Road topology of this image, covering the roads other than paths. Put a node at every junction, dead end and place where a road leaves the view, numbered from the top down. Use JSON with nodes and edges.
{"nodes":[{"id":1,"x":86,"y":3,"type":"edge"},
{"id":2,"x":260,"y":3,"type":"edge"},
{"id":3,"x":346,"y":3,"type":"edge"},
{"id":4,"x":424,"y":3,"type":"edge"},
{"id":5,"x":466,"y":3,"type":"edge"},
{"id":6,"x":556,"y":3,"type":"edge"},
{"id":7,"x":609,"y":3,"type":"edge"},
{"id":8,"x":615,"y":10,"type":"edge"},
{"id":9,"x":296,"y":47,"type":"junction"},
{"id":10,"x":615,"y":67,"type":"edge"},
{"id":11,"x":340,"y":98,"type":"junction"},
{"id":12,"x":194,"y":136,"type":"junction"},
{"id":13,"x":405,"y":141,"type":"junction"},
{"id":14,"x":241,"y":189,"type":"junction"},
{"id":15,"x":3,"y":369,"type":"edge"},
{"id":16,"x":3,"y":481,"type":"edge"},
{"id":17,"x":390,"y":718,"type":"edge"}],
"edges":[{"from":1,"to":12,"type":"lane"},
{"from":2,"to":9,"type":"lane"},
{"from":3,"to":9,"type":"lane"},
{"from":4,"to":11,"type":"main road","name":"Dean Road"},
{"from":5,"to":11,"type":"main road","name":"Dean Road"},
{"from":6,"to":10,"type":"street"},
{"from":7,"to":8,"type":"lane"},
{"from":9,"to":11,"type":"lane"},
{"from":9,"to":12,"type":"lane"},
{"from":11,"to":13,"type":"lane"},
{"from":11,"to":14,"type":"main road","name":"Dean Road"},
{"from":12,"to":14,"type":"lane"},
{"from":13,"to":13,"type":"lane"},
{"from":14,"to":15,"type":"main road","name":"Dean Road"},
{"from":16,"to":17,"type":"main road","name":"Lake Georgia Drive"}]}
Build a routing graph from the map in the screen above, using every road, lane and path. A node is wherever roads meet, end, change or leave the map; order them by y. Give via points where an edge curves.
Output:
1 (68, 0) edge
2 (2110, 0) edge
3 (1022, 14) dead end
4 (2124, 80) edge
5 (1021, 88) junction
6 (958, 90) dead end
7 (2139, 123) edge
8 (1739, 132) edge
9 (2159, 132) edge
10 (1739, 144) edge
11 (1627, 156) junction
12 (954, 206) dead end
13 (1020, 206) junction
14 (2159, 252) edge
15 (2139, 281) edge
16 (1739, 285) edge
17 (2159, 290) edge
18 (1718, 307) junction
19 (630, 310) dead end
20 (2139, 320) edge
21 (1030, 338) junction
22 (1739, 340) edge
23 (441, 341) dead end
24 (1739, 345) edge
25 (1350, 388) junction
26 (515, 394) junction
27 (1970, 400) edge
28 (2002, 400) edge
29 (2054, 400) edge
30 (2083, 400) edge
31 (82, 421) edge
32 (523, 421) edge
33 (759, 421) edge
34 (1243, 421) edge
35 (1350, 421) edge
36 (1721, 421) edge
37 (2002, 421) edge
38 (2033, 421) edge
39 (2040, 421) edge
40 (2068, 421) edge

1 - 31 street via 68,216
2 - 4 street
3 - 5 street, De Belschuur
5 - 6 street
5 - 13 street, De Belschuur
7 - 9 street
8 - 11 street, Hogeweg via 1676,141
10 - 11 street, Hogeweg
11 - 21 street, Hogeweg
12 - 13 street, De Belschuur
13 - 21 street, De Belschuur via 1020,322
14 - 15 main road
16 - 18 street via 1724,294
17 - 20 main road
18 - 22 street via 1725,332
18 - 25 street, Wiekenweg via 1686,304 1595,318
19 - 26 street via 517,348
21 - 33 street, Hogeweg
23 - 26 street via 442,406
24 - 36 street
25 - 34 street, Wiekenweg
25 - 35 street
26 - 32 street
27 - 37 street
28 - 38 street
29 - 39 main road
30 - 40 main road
####################
Work required - Transcribe every record above exactly.

Your solution -
Road topology of this image, covering the roads other than paths. Put a node at every junction, dead end and place where a road leaves the view, numbered from the top down. Use JSON with nodes and edges.
{"nodes":[{"id":1,"x":86,"y":3,"type":"edge"},
{"id":2,"x":260,"y":3,"type":"edge"},
{"id":3,"x":346,"y":3,"type":"edge"},
{"id":4,"x":424,"y":3,"type":"edge"},
{"id":5,"x":466,"y":3,"type":"edge"},
{"id":6,"x":556,"y":3,"type":"edge"},
{"id":7,"x":609,"y":3,"type":"edge"},
{"id":8,"x":615,"y":10,"type":"edge"},
{"id":9,"x":296,"y":47,"type":"junction"},
{"id":10,"x":615,"y":67,"type":"edge"},
{"id":11,"x":340,"y":98,"type":"junction"},
{"id":12,"x":194,"y":136,"type":"junction"},
{"id":13,"x":405,"y":141,"type":"junction"},
{"id":14,"x":241,"y":189,"type":"junction"},
{"id":15,"x":3,"y":369,"type":"edge"},
{"id":16,"x":3,"y":481,"type":"edge"},
{"id":17,"x":390,"y":718,"type":"edge"}],
"edges":[{"from":1,"to":12,"type":"lane"},
{"from":2,"to":9,"type":"lane"},
{"from":3,"to":9,"type":"lane"},
{"from":4,"to":11,"type":"main road","name":"Dean Road"},
{"from":5,"to":11,"type":"main road","name":"Dean Road"},
{"from":6,"to":10,"type":"street"},
{"from":7,"to":8,"type":"lane"},
{"from":9,"to":11,"type":"lane"},
{"from":9,"to":12,"type":"lane"},
{"from":11,"to":13,"type":"lane"},
{"from":11,"to":14,"type":"main road","name":"Dean Road"},
{"from":12,"to":14,"type":"lane"},
{"from":13,"to":13,"type":"lane"},
{"from":14,"to":15,"type":"main road","name":"Dean Road"},
{"from":16,"to":17,"type":"main road","name":"Lake Georgia Drive"}]}
Build a routing graph from the map in the screen above, using every road, lane and path. A node is wherever roads meet, end, change or leave the map; order them by y. Give via points where an edge curves.
Output:
1 (68, 0) edge
2 (2110, 0) edge
3 (1022, 14) dead end
4 (2124, 80) edge
5 (1021, 88) junction
6 (958, 90) dead end
7 (2139, 123) edge
8 (1739, 132) edge
9 (2159, 132) edge
10 (1739, 144) edge
11 (1627, 156) junction
12 (954, 206) dead end
13 (1020, 206) junction
14 (2159, 252) edge
15 (2139, 281) edge
16 (1739, 285) edge
17 (2159, 290) edge
18 (1718, 307) junction
19 (630, 310) dead end
20 (2139, 320) edge
21 (1030, 338) junction
22 (1739, 340) edge
23 (441, 341) dead end
24 (1739, 345) edge
25 (1350, 388) junction
26 (515, 394) junction
27 (1970, 400) edge
28 (2002, 400) edge
29 (2054, 400) edge
30 (2083, 400) edge
31 (82, 421) edge
32 (523, 421) edge
33 (759, 421) edge
34 (1243, 421) edge
35 (1350, 421) edge
36 (1721, 421) edge
37 (2002, 421) edge
38 (2033, 421) edge
39 (2040, 421) edge
40 (2068, 421) edge

1 - 31 street via 68,216
2 - 4 street
3 - 5 street, De Belschuur
5 - 6 street
5 - 13 street, De Belschuur
7 - 9 street
8 - 11 street, Hogeweg via 1676,141
10 - 11 street, Hogeweg
11 - 21 street, Hogeweg
12 - 13 street, De Belschuur
13 - 21 street, De Belschuur via 1020,322
14 - 15 main road
16 - 18 street via 1724,294
17 - 20 main road
18 - 22 street via 1725,332
18 - 25 street, Wiekenweg via 1686,304 1595,318
19 - 26 street via 517,348
21 - 33 street, Hogeweg
23 - 26 street via 442,406
24 - 36 street
25 - 34 street, Wiekenweg
25 - 35 street
26 - 32 street
27 - 37 street
28 - 38 street
29 - 39 main road
30 - 40 main road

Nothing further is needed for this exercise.